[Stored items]
BEGIN
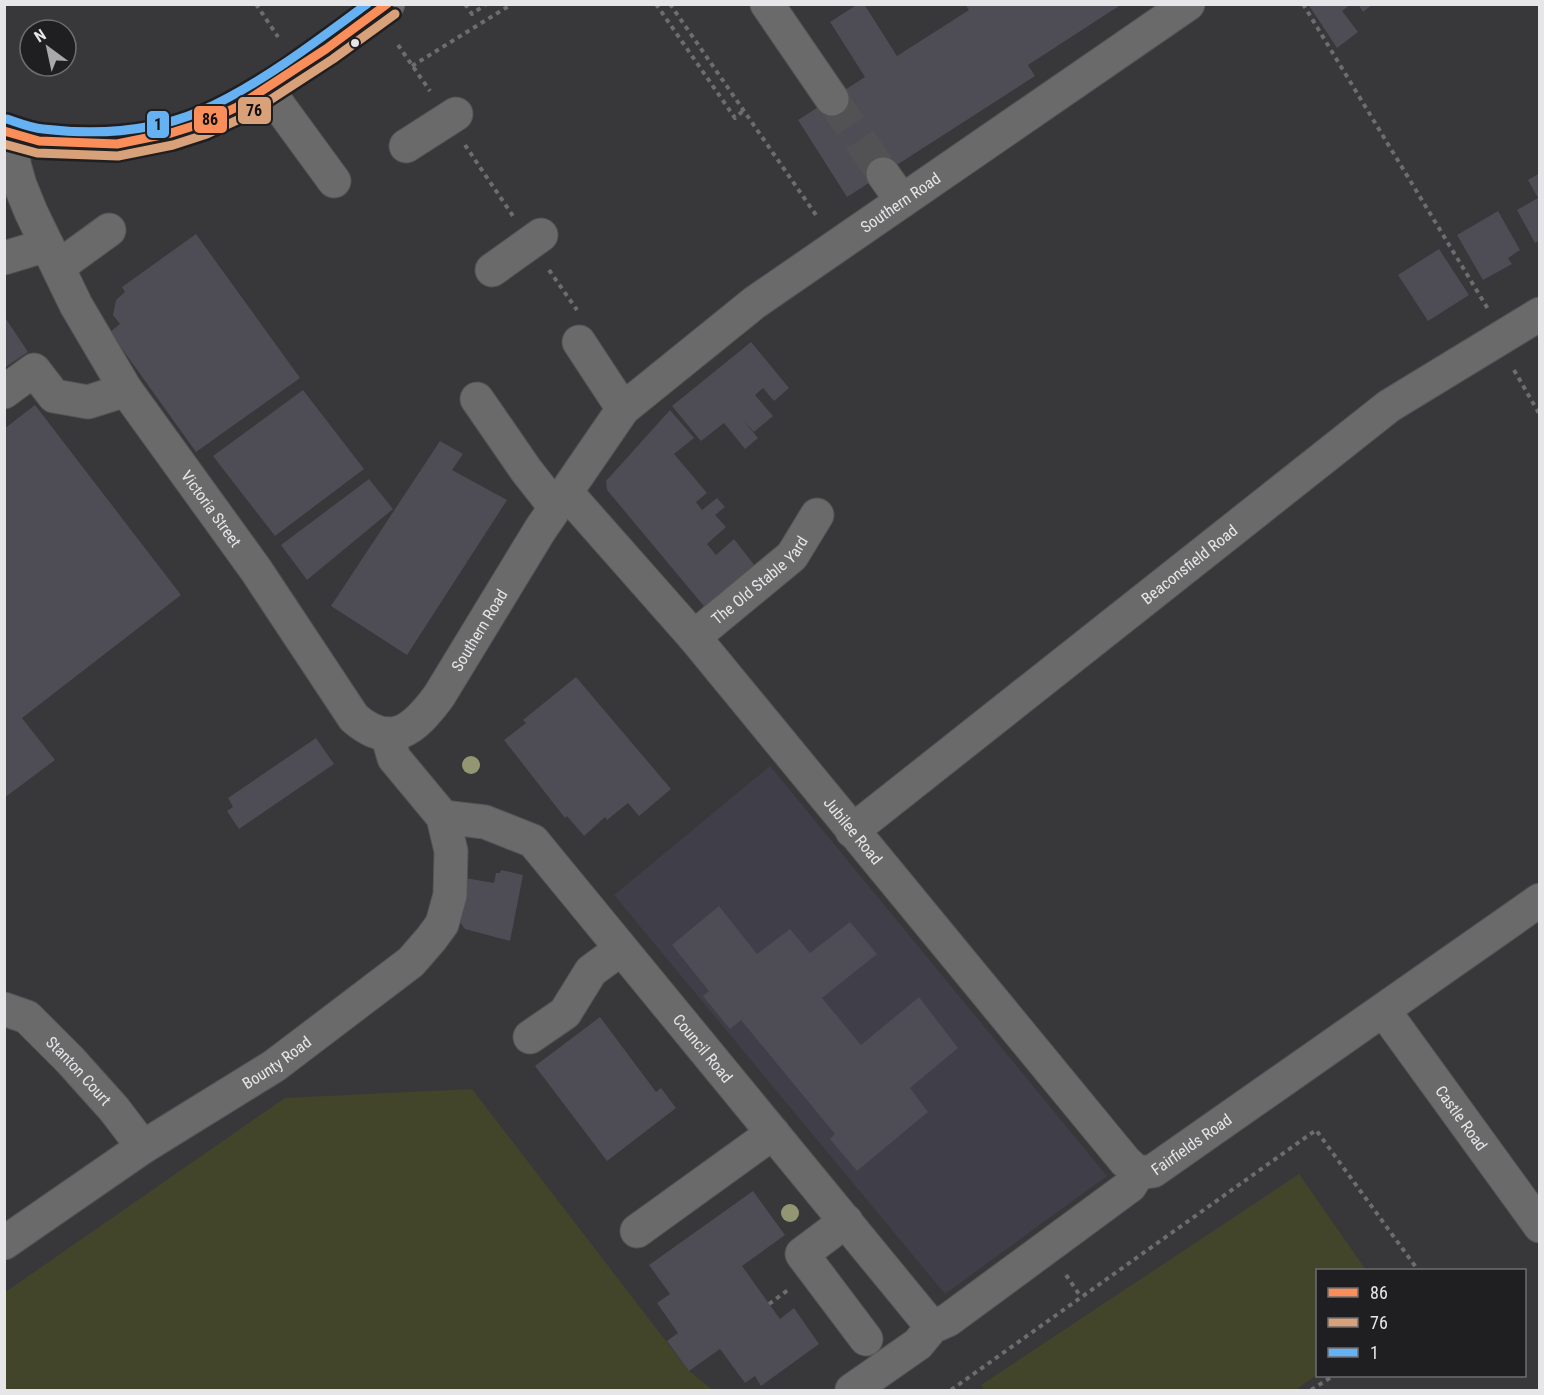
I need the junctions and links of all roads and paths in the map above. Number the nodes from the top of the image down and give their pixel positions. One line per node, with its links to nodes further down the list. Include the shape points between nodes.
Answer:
1 (256, 4): 11 (path)
2 (388, 4): 13 (street)
3 (465, 4): 4 (path, via 472,14)
4 (486, 4)
5 (512, 4): 12 (path)
6 (656, 4): 15 (path, via 735,118)
7 (670, 4): 15 (path)
8 (767, 4): 14 (street)
9 (1188, 4): 21 (street, Southern Road)
10 (1302, 4): 28 (path)
11 (278, 37)
12 (412, 66)
13 (266, 88): 17 (street, via 203,123 117,144 39,141); 20 (street)
14 (832, 99)
15 (744, 110): 22 (path)
16 (456, 114): 18 (street)
17 (9, 133): 25 (street, Victoria Street, via 20,185)
18 (406, 146)
19 (883, 174): 21 (street)
20 (334, 182)
21 (902, 201): 35 (street, Southern Road, via 754,303)
22 (820, 221)
23 (109, 230): 25 (street)
24 (541, 235): 27 (street)
25 (52, 256): 26 (street); 32 (street, Victoria Street)
26 (4, 258)
27 (492, 270)
28 (1491, 314)
29 (1539, 314): 42 (street, Beaconsfield Road, via 1389,406)
30 (579, 342): 35 (street)
31 (1511, 366): 36 (path)
32 (126, 390): 33 (street, via 88,402 54,396 34,370); 40 (street, Victoria Street, via 256,570 354,718 371,732)
33 (4, 392)
34 (477, 399): 37 (street, via 526,470)
35 (622, 410): 37 (street, Southern Road)
36 (1539, 415)
37 (561, 499): 39 (street, Jubilee Road); 40 (street, Southern Road, via 426,714 410,728)
38 (817, 515): 39 (street, The Old Stable Yard, via 792,556)
39 (694, 637): 42 (street, Jubilee Road)
40 (387, 734): 41 (street, via 394,758)
41 (442, 817): 44 (street, Council Road, via 485,822 534,842); 49 (street, Bounty Road, via 451,850 450,895 442,924 411,962 274,1066)
42 (852, 831): 50 (street, Jubilee Road)
43 (1536, 909): 46 (street, Fairfields Road)
44 (621, 949): 47 (street, via 591,971 565,1013); 48 (street, Council Road)
45 (4, 1009): 49 (street, Stanton Court, via 27,1017 114,1109)
46 (1384, 1011): 50 (street, Fairfields Road, via 1153,1171); 52 (street, Castle Road)
47 (530, 1037)
48 (773, 1133): 51 (street, Council Road); 53 (street)
49 (143, 1147): 54 (street, Bounty Road)
50 (1138, 1173): 60 (street, Fairfields Road, via 1130,1186 948,1320)
51 (846, 1221): 60 (street, Council Road); 61 (street, via 802,1254)
52 (1539, 1226)
53 (637, 1231)
54 (4, 1242)
55 (1417, 1269): 58 (path, via 1316,1130)
56 (1063, 1271): 58 (path)
57 (792, 1287): 59 (path)
58 (1081, 1297): 64 (path)
59 (769, 1304)
60 (932, 1327): 63 (street, Fairfields Road, via 918,1344)
61 (866, 1339)
62 (1331, 1377): 65 (path)
63 (852, 1390)
64 (951, 1390)
65 (1311, 1390)

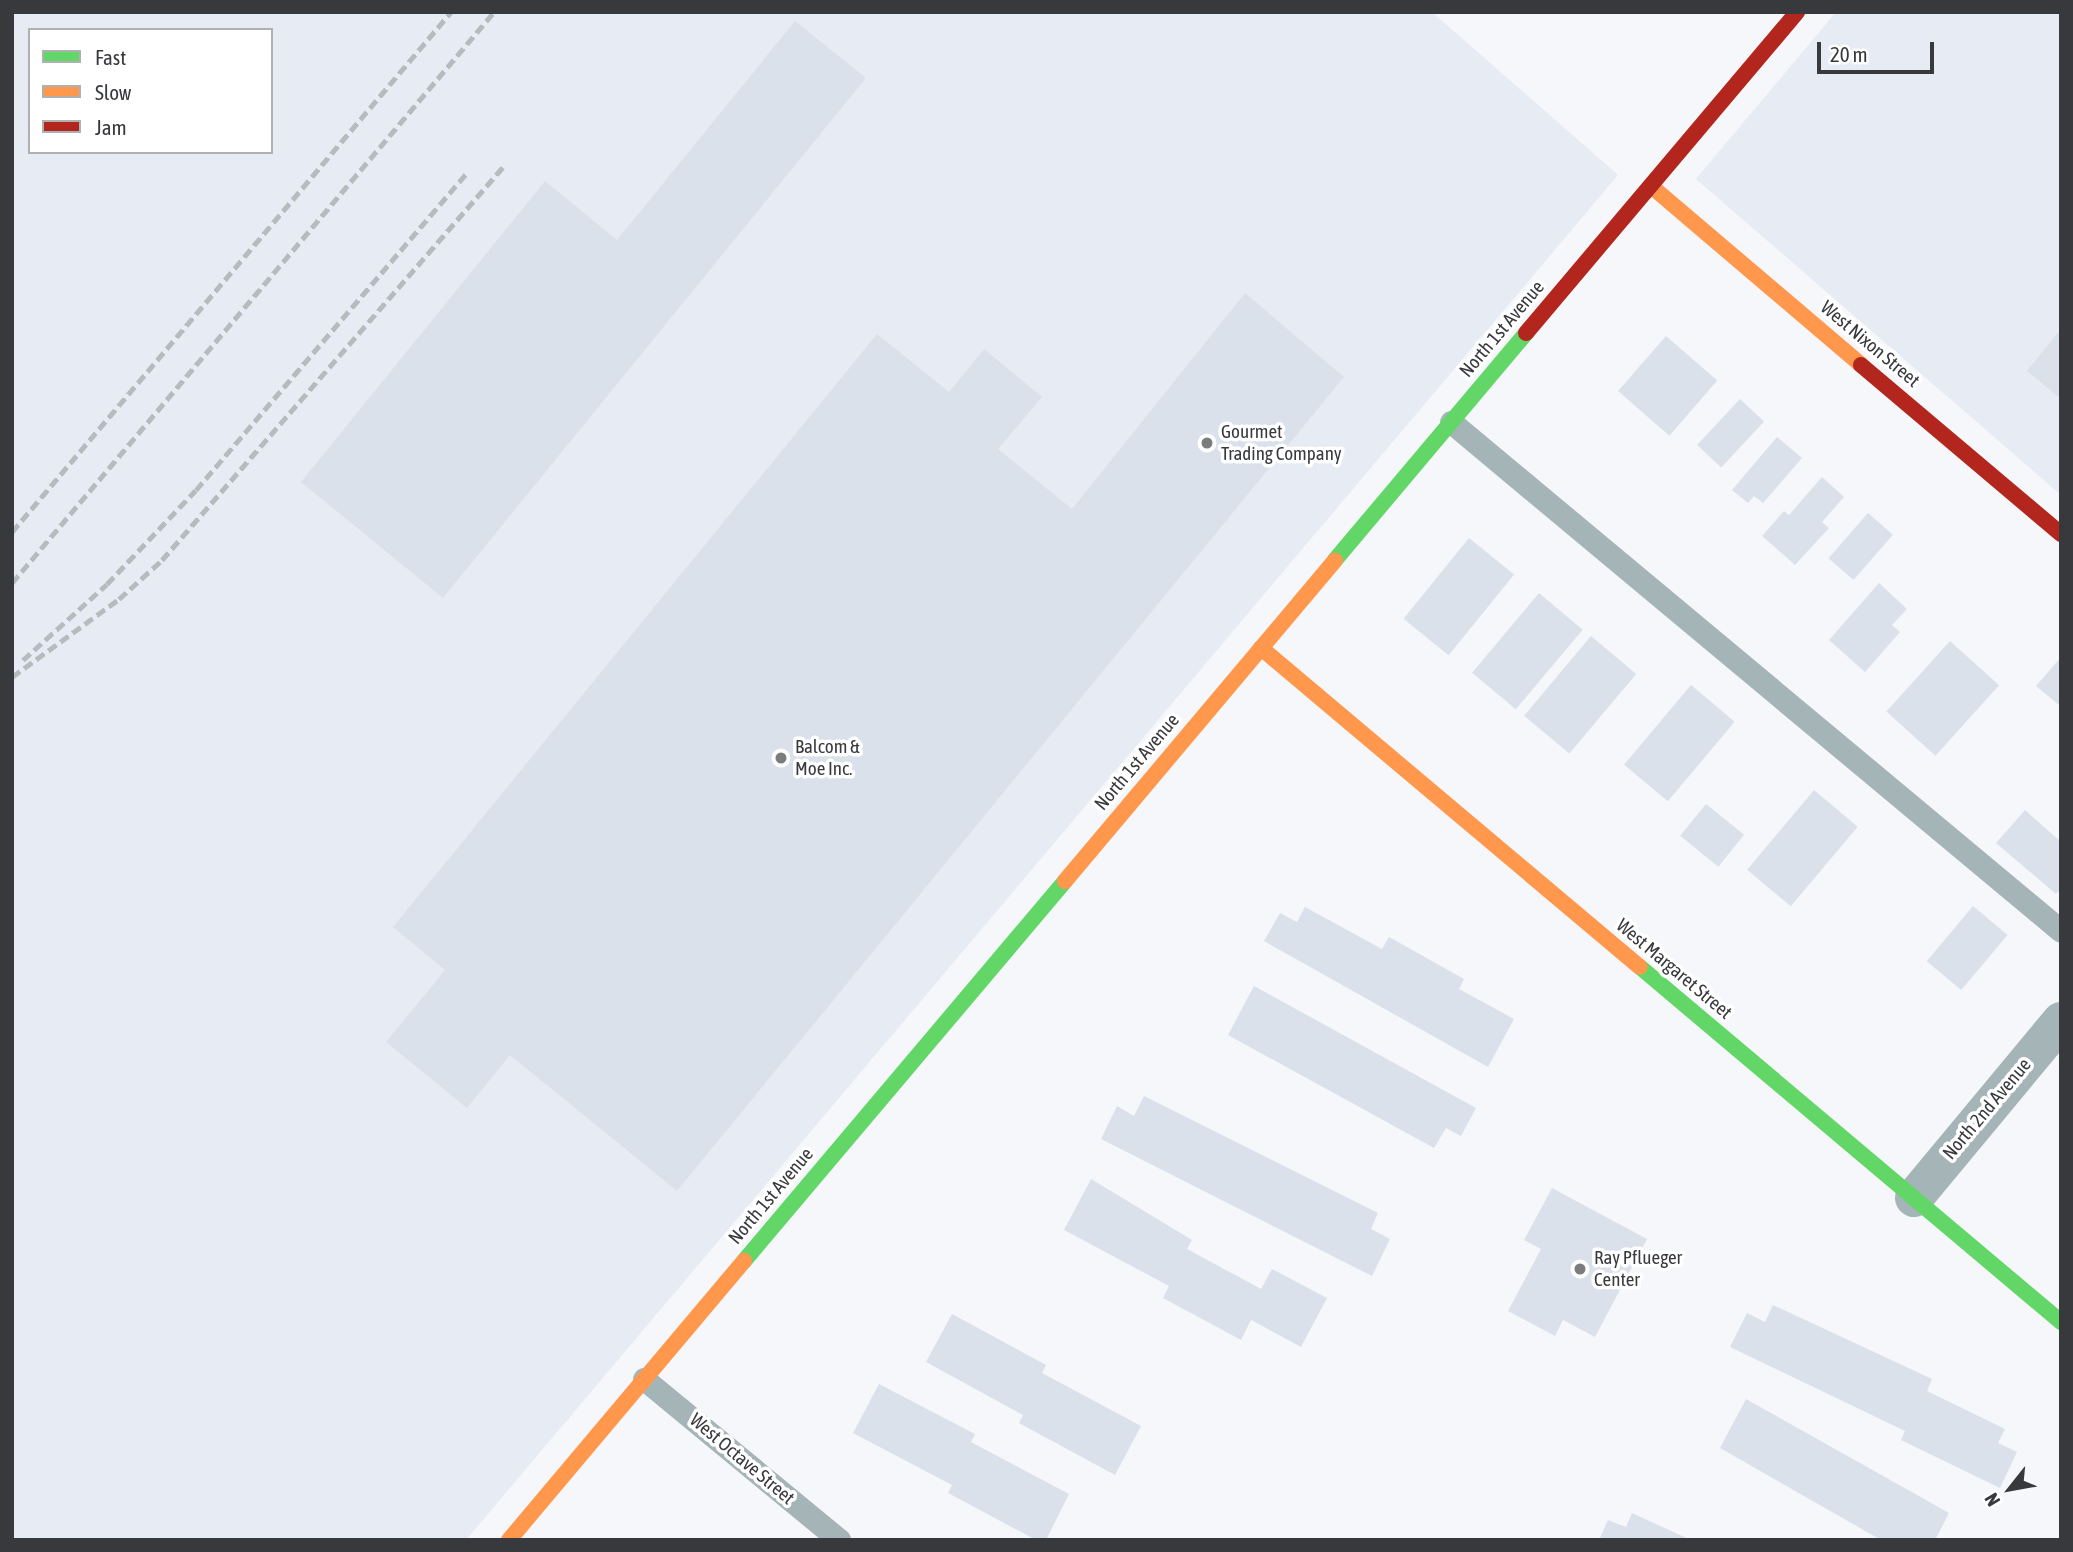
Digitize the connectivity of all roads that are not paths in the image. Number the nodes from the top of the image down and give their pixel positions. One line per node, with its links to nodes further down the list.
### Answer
1 (1797, 12): 2 (street, North 1st Avenue)
2 (1651, 186): 3 (street, North 1st Avenue); 4 (street, West Nixon Street)
3 (1451, 422): 5 (street, North 1st Avenue); 6 (lane)
4 (2061, 534)
5 (1261, 648): 8 (street, West Margaret Street); 10 (street, North 1st Avenue)
6 (2061, 931)
7 (2061, 1021): 8 (street, North 2nd Avenue)
8 (1913, 1198): 9 (street, West Margaret Street)
9 (2061, 1322)
10 (644, 1379): 11 (street, North 1st Avenue); 12 (lane, West Octave Street)
11 (509, 1540)
12 (839, 1540)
END
◆ WORK TASK
A word-for-word copy of all the data is required, minus the pictures.

◆ ANSWER SECTION
I need the junctions and links of all roads and paths in the map above. Number the nodes from the top of the image down and give their pixel positions. One line per node, with its links to nodes further down the list. Include the shape points between nodes.
Answer:
1 (256, 4): 11 (path)
2 (388, 4): 13 (street)
3 (465, 4): 4 (path, via 472,14)
4 (486, 4)
5 (512, 4): 12 (path)
6 (656, 4): 15 (path, via 735,118)
7 (670, 4): 15 (path)
8 (767, 4): 14 (street)
9 (1188, 4): 21 (street, Southern Road)
10 (1302, 4): 28 (path)
11 (278, 37)
12 (412, 66)
13 (266, 88): 17 (street, via 203,123 117,144 39,141); 20 (street)
14 (832, 99)
15 (744, 110): 22 (path)
16 (456, 114): 18 (street)
17 (9, 133): 25 (street, Victoria Street, via 20,185)
18 (406, 146)
19 (883, 174): 21 (street)
20 (334, 182)
21 (902, 201): 35 (street, Southern Road, via 754,303)
22 (820, 221)
23 (109, 230): 25 (street)
24 (541, 235): 27 (street)
25 (52, 256): 26 (street); 32 (street, Victoria Street)
26 (4, 258)
27 (492, 270)
28 (1491, 314)
29 (1539, 314): 42 (street, Beaconsfield Road, via 1389,406)
30 (579, 342): 35 (street)
31 (1511, 366): 36 (path)
32 (126, 390): 33 (street, via 88,402 54,396 34,370); 40 (street, Victoria Street, via 256,570 354,718 371,732)
33 (4, 392)
34 (477, 399): 37 (street, via 526,470)
35 (622, 410): 37 (street, Southern Road)
36 (1539, 415)
37 (561, 499): 39 (street, Jubilee Road); 40 (street, Southern Road, via 426,714 410,728)
38 (817, 515): 39 (street, The Old Stable Yard, via 792,556)
39 (694, 637): 42 (street, Jubilee Road)
40 (387, 734): 41 (street, via 394,758)
41 (442, 817): 44 (street, Council Road, via 485,822 534,842); 49 (street, Bounty Road, via 451,850 450,895 442,924 411,962 274,1066)
42 (852, 831): 50 (street, Jubilee Road)
43 (1536, 909): 46 (street, Fairfields Road)
44 (621, 949): 47 (street, via 591,971 565,1013); 48 (street, Council Road)
45 (4, 1009): 49 (street, Stanton Court, via 27,1017 114,1109)
46 (1384, 1011): 50 (street, Fairfields Road, via 1153,1171); 52 (street, Castle Road)
47 (530, 1037)
48 (773, 1133): 51 (street, Council Road); 53 (street)
49 (143, 1147): 54 (street, Bounty Road)
50 (1138, 1173): 60 (street, Fairfields Road, via 1130,1186 948,1320)
51 (846, 1221): 60 (street, Council Road); 61 (street, via 802,1254)
52 (1539, 1226)
53 (637, 1231)
54 (4, 1242)
55 (1417, 1269): 58 (path, via 1316,1130)
56 (1063, 1271): 58 (path)
57 (792, 1287): 59 (path)
58 (1081, 1297): 64 (path)
59 (769, 1304)
60 (932, 1327): 63 (street, Fairfields Road, via 918,1344)
61 (866, 1339)
62 (1331, 1377): 65 (path)
63 (852, 1390)
64 (951, 1390)
65 (1311, 1390)

Digitize the connectivity of all roads that are not paths in the image. Number the nodes from the top of the image down and give their pixel positions. One line per node, with its links to nodes further down the list.
### Answer
1 (1797, 12): 2 (street, North 1st Avenue)
2 (1651, 186): 3 (street, North 1st Avenue); 4 (street, West Nixon Street)
3 (1451, 422): 5 (street, North 1st Avenue); 6 (lane)
4 (2061, 534)
5 (1261, 648): 8 (street, West Margaret Street); 10 (street, North 1st Avenue)
6 (2061, 931)
7 (2061, 1021): 8 (street, North 2nd Avenue)
8 (1913, 1198): 9 (street, West Margaret Street)
9 (2061, 1322)
10 (644, 1379): 11 (street, North 1st Avenue); 12 (lane, West Octave Street)
11 (509, 1540)
12 (839, 1540)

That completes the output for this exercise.